Records contained in a dataset
──────────────────────────────

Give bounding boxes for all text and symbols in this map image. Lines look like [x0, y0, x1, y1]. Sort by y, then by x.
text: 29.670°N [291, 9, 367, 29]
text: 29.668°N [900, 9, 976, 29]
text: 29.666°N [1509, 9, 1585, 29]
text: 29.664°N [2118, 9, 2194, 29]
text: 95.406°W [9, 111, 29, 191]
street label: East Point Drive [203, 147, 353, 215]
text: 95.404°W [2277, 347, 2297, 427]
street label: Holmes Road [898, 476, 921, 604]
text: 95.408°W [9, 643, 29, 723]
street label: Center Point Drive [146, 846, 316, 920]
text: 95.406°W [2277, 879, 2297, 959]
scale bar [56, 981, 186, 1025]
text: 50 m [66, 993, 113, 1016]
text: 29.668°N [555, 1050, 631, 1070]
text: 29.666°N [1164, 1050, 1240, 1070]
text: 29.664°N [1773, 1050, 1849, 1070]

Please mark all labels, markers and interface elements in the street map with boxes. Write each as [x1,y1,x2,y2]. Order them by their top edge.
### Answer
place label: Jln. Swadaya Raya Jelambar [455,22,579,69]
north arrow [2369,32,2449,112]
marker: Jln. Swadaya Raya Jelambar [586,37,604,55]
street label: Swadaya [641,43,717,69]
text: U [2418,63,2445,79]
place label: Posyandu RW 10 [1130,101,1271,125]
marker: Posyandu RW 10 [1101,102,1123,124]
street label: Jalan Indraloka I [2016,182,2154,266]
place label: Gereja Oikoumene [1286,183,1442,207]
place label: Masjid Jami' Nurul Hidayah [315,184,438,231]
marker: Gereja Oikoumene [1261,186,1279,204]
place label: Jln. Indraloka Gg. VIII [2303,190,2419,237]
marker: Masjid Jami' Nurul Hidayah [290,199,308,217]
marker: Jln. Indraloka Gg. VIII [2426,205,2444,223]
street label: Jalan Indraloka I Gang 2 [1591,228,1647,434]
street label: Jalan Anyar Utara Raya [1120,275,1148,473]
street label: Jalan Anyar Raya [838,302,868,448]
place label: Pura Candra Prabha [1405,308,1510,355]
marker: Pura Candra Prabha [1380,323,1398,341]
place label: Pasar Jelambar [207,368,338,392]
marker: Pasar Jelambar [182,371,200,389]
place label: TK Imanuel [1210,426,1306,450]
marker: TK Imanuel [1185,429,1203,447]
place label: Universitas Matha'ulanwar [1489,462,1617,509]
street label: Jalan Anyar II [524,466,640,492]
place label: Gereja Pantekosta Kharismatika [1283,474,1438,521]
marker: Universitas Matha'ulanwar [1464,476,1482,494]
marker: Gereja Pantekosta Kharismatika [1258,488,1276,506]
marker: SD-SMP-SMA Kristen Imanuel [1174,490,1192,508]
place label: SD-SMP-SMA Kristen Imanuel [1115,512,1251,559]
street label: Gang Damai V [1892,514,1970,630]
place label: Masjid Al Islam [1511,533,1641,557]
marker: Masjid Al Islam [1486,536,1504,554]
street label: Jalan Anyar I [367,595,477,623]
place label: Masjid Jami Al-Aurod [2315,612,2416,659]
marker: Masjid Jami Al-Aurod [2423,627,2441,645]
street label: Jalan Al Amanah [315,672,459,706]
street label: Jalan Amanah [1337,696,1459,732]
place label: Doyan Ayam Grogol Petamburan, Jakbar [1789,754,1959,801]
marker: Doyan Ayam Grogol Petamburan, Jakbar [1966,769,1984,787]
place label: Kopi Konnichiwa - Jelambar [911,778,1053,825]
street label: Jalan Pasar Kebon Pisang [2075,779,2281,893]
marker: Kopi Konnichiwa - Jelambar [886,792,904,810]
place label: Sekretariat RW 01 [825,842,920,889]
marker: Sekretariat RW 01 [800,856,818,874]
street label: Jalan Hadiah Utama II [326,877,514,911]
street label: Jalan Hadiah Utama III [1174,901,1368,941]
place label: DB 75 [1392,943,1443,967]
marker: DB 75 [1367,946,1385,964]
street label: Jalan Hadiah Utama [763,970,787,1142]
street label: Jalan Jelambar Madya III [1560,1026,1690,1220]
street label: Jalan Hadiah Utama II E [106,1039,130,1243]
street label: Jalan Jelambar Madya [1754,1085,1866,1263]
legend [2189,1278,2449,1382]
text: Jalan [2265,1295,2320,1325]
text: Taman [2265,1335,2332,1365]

──────────────────────────────

§ **WHAT TO PRODUCE**: None of the lines above may be skipped. Transcribe each one exactly.

§ **ANSWER TO THIS EXERCISE**:
Give bounding boxes for all text and symbols in this map image. Lines look like [x0, y0, x1, y1]. Sort by y, then by x.
text: 29.670°N [291, 9, 367, 29]
text: 29.668°N [900, 9, 976, 29]
text: 29.666°N [1509, 9, 1585, 29]
text: 29.664°N [2118, 9, 2194, 29]
text: 95.406°W [9, 111, 29, 191]
street label: East Point Drive [203, 147, 353, 215]
text: 95.404°W [2277, 347, 2297, 427]
street label: Holmes Road [898, 476, 921, 604]
text: 95.408°W [9, 643, 29, 723]
street label: Center Point Drive [146, 846, 316, 920]
text: 95.406°W [2277, 879, 2297, 959]
scale bar [56, 981, 186, 1025]
text: 50 m [66, 993, 113, 1016]
text: 29.668°N [555, 1050, 631, 1070]
text: 29.666°N [1164, 1050, 1240, 1070]
text: 29.664°N [1773, 1050, 1849, 1070]

Please mark all labels, markers and interface elements in the street map with boxes. Write each as [x1,y1,x2,y2]. Order them by their top edge.
### Answer
place label: Jln. Swadaya Raya Jelambar [455,22,579,69]
north arrow [2369,32,2449,112]
marker: Jln. Swadaya Raya Jelambar [586,37,604,55]
street label: Swadaya [641,43,717,69]
text: U [2418,63,2445,79]
place label: Posyandu RW 10 [1130,101,1271,125]
marker: Posyandu RW 10 [1101,102,1123,124]
street label: Jalan Indraloka I [2016,182,2154,266]
place label: Gereja Oikoumene [1286,183,1442,207]
place label: Masjid Jami' Nurul Hidayah [315,184,438,231]
marker: Gereja Oikoumene [1261,186,1279,204]
place label: Jln. Indraloka Gg. VIII [2303,190,2419,237]
marker: Masjid Jami' Nurul Hidayah [290,199,308,217]
marker: Jln. Indraloka Gg. VIII [2426,205,2444,223]
street label: Jalan Indraloka I Gang 2 [1591,228,1647,434]
street label: Jalan Anyar Utara Raya [1120,275,1148,473]
street label: Jalan Anyar Raya [838,302,868,448]
place label: Pura Candra Prabha [1405,308,1510,355]
marker: Pura Candra Prabha [1380,323,1398,341]
place label: Pasar Jelambar [207,368,338,392]
marker: Pasar Jelambar [182,371,200,389]
place label: TK Imanuel [1210,426,1306,450]
marker: TK Imanuel [1185,429,1203,447]
place label: Universitas Matha'ulanwar [1489,462,1617,509]
street label: Jalan Anyar II [524,466,640,492]
place label: Gereja Pantekosta Kharismatika [1283,474,1438,521]
marker: Universitas Matha'ulanwar [1464,476,1482,494]
marker: Gereja Pantekosta Kharismatika [1258,488,1276,506]
marker: SD-SMP-SMA Kristen Imanuel [1174,490,1192,508]
place label: SD-SMP-SMA Kristen Imanuel [1115,512,1251,559]
street label: Gang Damai V [1892,514,1970,630]
place label: Masjid Al Islam [1511,533,1641,557]
marker: Masjid Al Islam [1486,536,1504,554]
street label: Jalan Anyar I [367,595,477,623]
place label: Masjid Jami Al-Aurod [2315,612,2416,659]
marker: Masjid Jami Al-Aurod [2423,627,2441,645]
street label: Jalan Al Amanah [315,672,459,706]
street label: Jalan Amanah [1337,696,1459,732]
place label: Doyan Ayam Grogol Petamburan, Jakbar [1789,754,1959,801]
marker: Doyan Ayam Grogol Petamburan, Jakbar [1966,769,1984,787]
place label: Kopi Konnichiwa - Jelambar [911,778,1053,825]
street label: Jalan Pasar Kebon Pisang [2075,779,2281,893]
marker: Kopi Konnichiwa - Jelambar [886,792,904,810]
place label: Sekretariat RW 01 [825,842,920,889]
marker: Sekretariat RW 01 [800,856,818,874]
street label: Jalan Hadiah Utama II [326,877,514,911]
street label: Jalan Hadiah Utama III [1174,901,1368,941]
place label: DB 75 [1392,943,1443,967]
marker: DB 75 [1367,946,1385,964]
street label: Jalan Hadiah Utama [763,970,787,1142]
street label: Jalan Jelambar Madya III [1560,1026,1690,1220]
street label: Jalan Hadiah Utama II E [106,1039,130,1243]
street label: Jalan Jelambar Madya [1754,1085,1866,1263]
legend [2189,1278,2449,1382]
text: Jalan [2265,1295,2320,1325]
text: Taman [2265,1335,2332,1365]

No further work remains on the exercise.